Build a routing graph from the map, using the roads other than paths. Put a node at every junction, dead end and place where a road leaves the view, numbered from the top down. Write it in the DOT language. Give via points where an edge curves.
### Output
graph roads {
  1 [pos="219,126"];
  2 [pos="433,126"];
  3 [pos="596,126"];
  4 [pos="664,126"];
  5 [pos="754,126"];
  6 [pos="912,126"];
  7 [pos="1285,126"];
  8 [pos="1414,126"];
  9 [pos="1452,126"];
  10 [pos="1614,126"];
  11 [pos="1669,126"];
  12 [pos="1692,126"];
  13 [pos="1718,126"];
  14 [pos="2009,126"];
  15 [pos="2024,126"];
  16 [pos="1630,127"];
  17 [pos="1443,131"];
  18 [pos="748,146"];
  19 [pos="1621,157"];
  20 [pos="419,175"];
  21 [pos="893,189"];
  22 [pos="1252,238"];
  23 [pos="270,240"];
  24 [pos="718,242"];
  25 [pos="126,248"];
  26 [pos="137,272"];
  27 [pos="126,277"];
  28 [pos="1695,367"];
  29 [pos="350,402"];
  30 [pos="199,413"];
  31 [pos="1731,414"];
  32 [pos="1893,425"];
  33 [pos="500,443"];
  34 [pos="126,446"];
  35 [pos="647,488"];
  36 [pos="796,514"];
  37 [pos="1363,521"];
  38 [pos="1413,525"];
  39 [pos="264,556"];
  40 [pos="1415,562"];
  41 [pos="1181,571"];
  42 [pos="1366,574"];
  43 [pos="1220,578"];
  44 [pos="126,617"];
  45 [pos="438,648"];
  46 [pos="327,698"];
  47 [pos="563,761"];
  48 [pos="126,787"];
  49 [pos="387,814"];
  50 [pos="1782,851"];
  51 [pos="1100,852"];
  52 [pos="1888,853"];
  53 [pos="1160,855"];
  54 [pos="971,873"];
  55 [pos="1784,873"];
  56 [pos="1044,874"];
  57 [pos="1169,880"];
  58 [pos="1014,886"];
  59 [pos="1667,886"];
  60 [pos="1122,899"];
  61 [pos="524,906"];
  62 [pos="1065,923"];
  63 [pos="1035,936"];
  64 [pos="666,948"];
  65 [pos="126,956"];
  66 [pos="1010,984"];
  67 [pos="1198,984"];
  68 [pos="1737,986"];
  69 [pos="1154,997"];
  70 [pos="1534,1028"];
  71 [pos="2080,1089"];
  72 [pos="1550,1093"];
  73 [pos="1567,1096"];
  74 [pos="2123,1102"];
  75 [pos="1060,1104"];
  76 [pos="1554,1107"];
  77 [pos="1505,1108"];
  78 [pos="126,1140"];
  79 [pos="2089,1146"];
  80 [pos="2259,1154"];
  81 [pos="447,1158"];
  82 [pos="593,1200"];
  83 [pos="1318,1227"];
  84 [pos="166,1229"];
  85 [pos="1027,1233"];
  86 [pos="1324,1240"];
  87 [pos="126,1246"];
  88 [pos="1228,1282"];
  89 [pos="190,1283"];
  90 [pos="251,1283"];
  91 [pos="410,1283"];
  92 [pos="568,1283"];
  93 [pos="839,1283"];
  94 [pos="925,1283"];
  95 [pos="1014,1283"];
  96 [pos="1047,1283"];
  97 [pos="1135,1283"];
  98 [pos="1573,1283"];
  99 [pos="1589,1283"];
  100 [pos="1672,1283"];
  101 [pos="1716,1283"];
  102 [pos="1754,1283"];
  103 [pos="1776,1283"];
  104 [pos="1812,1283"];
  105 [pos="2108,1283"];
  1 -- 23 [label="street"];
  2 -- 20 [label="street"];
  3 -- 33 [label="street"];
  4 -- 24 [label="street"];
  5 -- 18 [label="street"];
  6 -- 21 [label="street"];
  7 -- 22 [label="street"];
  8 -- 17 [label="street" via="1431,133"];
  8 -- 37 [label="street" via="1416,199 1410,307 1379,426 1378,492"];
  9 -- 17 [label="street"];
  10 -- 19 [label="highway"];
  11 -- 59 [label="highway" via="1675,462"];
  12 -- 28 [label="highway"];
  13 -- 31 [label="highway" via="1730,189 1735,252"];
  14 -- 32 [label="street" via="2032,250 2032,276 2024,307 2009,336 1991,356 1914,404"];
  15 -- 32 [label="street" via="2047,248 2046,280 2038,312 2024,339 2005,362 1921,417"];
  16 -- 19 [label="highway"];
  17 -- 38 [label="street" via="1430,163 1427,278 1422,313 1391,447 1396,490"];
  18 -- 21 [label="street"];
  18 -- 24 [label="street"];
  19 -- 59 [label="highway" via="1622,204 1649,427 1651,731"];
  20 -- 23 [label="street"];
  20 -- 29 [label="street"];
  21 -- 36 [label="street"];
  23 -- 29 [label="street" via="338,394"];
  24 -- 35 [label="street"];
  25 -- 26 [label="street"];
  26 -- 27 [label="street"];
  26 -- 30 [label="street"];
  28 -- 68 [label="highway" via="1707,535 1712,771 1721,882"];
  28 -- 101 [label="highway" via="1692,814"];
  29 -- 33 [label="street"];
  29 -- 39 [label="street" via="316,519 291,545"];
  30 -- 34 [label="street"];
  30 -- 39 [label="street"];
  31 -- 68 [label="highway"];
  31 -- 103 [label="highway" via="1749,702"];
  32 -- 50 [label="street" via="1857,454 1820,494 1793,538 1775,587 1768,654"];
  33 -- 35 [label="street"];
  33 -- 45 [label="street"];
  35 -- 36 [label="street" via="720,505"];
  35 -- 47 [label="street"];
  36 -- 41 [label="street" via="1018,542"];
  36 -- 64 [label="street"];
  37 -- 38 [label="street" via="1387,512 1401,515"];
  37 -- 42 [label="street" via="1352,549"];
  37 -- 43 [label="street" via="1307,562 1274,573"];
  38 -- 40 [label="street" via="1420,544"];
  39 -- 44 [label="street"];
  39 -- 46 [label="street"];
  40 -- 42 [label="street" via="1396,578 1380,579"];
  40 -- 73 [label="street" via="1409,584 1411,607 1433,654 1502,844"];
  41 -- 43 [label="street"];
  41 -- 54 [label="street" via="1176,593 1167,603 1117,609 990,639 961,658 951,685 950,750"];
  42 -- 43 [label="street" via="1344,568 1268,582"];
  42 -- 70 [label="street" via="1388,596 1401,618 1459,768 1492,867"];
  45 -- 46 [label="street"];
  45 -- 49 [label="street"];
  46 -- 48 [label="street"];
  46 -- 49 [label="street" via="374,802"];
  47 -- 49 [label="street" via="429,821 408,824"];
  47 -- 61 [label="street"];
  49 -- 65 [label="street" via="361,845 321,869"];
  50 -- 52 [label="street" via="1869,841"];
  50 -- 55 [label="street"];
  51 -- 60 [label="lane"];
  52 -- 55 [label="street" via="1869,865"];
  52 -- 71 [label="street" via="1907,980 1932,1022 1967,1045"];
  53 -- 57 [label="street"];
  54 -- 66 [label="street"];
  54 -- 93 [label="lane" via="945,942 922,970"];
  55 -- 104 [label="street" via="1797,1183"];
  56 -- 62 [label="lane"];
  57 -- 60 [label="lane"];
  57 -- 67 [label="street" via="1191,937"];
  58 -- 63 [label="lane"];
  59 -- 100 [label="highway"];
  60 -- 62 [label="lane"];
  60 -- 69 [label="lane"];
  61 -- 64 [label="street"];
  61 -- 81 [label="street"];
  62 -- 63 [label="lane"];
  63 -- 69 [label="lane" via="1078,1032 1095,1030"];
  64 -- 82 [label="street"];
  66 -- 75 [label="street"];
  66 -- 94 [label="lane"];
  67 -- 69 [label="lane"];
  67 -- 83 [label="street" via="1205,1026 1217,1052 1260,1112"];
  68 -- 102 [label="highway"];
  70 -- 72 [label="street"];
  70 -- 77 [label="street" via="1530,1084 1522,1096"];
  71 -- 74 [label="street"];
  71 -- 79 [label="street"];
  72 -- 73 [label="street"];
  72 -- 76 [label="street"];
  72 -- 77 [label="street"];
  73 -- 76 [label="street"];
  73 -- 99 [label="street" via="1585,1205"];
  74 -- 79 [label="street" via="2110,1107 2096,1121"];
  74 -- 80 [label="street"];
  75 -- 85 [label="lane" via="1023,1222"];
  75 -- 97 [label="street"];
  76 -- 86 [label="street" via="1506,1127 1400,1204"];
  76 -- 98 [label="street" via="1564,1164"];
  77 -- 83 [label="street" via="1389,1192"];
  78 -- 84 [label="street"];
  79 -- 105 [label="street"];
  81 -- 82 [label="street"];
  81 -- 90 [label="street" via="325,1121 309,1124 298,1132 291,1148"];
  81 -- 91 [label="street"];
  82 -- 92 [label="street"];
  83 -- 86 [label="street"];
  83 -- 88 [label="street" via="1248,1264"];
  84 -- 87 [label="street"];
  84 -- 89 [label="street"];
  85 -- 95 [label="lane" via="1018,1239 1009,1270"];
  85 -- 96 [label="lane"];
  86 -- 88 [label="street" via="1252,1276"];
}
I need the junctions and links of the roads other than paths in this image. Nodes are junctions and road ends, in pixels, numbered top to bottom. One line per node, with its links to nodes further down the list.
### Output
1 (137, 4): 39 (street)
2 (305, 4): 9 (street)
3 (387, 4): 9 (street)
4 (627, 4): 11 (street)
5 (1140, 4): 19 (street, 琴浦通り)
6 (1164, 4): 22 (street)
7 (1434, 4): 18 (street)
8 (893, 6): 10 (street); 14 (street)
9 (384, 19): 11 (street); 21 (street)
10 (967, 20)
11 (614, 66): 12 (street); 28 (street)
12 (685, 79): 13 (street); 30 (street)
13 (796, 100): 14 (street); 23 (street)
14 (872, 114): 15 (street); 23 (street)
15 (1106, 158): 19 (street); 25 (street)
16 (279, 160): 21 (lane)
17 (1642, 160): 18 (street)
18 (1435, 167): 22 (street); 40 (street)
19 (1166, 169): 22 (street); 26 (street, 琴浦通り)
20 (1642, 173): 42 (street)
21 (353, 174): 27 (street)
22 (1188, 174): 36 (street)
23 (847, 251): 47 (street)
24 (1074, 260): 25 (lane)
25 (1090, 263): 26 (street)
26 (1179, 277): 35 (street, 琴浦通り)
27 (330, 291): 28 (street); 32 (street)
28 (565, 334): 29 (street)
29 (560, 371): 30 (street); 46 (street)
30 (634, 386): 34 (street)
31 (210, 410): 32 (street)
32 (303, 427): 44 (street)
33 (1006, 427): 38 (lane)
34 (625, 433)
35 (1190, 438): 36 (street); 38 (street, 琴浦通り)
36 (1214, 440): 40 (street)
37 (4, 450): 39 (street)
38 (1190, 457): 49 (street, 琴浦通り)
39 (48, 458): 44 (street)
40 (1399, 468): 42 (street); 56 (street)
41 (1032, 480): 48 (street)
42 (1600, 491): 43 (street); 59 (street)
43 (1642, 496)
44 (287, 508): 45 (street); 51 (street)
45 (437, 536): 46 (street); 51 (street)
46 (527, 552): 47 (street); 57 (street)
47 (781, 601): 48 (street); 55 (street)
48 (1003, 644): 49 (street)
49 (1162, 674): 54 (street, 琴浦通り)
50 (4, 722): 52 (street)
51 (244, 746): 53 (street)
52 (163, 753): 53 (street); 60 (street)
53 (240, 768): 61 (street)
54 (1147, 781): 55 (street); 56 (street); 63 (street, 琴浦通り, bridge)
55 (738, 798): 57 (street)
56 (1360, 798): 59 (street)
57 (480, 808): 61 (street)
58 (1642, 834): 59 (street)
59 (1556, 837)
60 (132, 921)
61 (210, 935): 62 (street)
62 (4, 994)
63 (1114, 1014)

* [ABOUT THIS TASK]
When a line above contains the string "琴浦通り", copy that line.

* [TASK SOLUTION]
5 (1140, 4): 19 (street, 琴浦通り)
19 (1166, 169): 22 (street); 26 (street, 琴浦通り)
26 (1179, 277): 35 (street, 琴浦通り)
35 (1190, 438): 36 (street); 38 (street, 琴浦通り)
38 (1190, 457): 49 (street, 琴浦通り)
49 (1162, 674): 54 (street, 琴浦通り)
54 (1147, 781): 55 (street); 56 (street); 63 (street, 琴浦通り, bridge)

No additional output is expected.